Journal of Medical Case Reports201610:72

https://doi.org/10.1186/s13256-016-0865-z

Received: 14 September 2015

Accepted: 9 March 2016

Published: 31 March 2016

Abstract

Background

Neuropathy is a rare adverse side effect of disulfiram therapy and is under-recognized. There have been few case reports documenting this side effect.

Case presentation

Two cases of disulfiram peripheral neuropathy are discussed. The first case is that of a 25-year-old Caucasian woman who was exposed to disulfiram therapy for a total of 8 months and developed pain and stiffness that prevented her from walking. The second case is that of a 46-year-old Caucasian woman who developed sudden-onset numbness in her lower extremities with progression to pain. Her symptoms improved over the course of 2 months after cessation of disulfiram therapy. In both cases, symptoms improved after cessation of disulfiram therapy.

Conclusions

Disulfiram neuropathy occurs in persons with a history of chronic alcohol use. It is under-recognized and often attributed to alcoholic neuropathy given its comorbidity with alcoholic neuropathy. A greater understanding of this side effect may reduce neurologic complications related to disulfiram neuropathy and aid in early withdrawal of this offending agent.

Background

Disulfiram is typically used as a second-line agent for treating chronic alcoholism. Alcohol is metabolized by alcohol dehydrogenase to acetaldehyde, which is then broken down by aldehyde dehydrogenase to acetic acid and excreted. Disulfiram’s main mechanism of action is to inhibit aldehyde dehydrogenase, thereby increasing serum acetaldehyde levels. When alcohol is taken in conjunction with disulfiram, the drug interaction results in high levels of acetaldehyde. This produces an unpleasant physiologic reaction, causing patients to have “hangover” symptoms such as nausea, palpitations, flushing, vertigo, and chest pain. Adverse reactions have been documented in both the central and peripheral nervous systems. In the central nervous system, adverse reactions include drowsiness, headache, fatigue, polyneuritis, and psychosis. Adverse reactions in the peripheral nervous system include peripheral neuritis and peripheral neuropathy.

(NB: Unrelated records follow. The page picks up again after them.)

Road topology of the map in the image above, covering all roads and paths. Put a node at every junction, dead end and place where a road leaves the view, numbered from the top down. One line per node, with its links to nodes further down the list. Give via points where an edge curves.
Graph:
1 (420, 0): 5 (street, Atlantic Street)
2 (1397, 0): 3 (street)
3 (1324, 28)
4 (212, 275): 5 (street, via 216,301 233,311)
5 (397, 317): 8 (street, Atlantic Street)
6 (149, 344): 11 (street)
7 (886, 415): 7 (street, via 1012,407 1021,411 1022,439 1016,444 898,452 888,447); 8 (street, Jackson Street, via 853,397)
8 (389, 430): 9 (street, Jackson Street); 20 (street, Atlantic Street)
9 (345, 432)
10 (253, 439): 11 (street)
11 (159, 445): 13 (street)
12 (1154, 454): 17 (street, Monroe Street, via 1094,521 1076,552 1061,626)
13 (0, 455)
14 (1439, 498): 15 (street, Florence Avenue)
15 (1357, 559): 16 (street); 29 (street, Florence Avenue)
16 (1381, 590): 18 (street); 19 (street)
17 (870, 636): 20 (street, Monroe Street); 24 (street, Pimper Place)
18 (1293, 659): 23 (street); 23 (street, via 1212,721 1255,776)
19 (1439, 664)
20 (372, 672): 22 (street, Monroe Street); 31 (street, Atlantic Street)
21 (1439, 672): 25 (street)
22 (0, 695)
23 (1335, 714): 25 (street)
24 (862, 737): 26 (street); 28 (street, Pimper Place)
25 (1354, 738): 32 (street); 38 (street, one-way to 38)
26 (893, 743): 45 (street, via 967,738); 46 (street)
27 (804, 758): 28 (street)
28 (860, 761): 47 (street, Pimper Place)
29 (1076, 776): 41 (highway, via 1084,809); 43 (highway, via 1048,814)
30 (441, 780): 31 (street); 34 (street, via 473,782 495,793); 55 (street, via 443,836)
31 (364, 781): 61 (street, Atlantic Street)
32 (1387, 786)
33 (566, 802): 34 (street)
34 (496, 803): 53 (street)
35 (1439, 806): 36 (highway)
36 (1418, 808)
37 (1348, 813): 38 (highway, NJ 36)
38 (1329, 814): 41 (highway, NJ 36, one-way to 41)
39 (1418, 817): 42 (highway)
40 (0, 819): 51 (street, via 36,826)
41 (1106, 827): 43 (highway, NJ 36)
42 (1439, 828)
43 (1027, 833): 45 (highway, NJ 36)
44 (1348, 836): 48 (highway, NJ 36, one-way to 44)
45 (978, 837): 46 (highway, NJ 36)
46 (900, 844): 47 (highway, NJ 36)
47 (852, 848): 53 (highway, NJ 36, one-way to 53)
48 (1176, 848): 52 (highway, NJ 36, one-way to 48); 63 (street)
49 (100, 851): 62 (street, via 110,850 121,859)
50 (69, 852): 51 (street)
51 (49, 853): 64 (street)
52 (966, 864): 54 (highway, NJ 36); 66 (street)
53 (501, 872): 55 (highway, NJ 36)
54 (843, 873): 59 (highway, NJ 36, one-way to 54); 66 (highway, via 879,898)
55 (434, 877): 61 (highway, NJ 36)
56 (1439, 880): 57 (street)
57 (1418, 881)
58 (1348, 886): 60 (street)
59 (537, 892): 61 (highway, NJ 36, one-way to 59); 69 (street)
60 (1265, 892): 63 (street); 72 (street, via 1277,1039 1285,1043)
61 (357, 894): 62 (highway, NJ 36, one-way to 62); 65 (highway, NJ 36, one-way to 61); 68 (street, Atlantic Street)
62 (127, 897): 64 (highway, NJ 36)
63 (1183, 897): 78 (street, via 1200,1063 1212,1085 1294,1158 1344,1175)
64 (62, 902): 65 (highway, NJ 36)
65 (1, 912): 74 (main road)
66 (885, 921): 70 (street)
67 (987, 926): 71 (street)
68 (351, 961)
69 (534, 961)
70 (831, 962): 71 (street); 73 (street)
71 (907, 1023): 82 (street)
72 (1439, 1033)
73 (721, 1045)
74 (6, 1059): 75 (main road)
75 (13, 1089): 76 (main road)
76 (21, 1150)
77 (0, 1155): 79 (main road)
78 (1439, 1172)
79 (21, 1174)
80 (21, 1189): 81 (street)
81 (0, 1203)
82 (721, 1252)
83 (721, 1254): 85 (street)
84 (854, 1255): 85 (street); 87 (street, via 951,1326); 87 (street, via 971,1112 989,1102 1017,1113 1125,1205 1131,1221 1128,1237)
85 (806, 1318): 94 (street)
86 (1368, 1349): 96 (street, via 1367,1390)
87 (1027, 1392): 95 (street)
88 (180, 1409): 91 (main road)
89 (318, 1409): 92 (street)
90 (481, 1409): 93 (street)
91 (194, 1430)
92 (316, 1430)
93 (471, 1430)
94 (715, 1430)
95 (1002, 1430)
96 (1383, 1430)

Several authors have suggested that this physiologic reaction is dose-dependent and related to an accumulation of carbon disulfide, which is a by-product of the metabolism of disulfiram in the liver [1]. Disulfiram neuropathy has been described as a distal axonopathy related to the “dying-back” effect of axonal degeneration [24]. The frequency of these adverse reactions has not been defined. A brief literature review showed that the adverse reaction of peripheral neuropathy is uncommon.

Case presentation

Case 1

Our first patient was a 25-year-old Caucasian woman who was referred to our tertiary neuromuscular clinic for a second opinion regarding her neuropathy. She had a history of heavy alcohol use from ages 18 to 23, during which she consumed as many as eight to ten drinks per day. She first had sensory symptoms at age 22, described as numbness of her feet as if they were “falling asleep.” She initially did not pay attention to the symptoms. Gradually, her symptoms progressed and included burning, electric shock sensation, and allodynia to objects including bed sheets, socks, and the floor when walking barefoot. She was placed on disulfiram therapy (500 mg orally every morning) for 6 months, then discontinued for several months before it was reinstituted for an additional 2 months at the same dose. By the eighth month of therapy, she was unable to walk owing to severe symptoms of pain and stiffness in her legs. She also noted symptoms in her hands. She stopped taking the disulfiram and was able to walk within a few weeks, but she continued to have pain and numbness.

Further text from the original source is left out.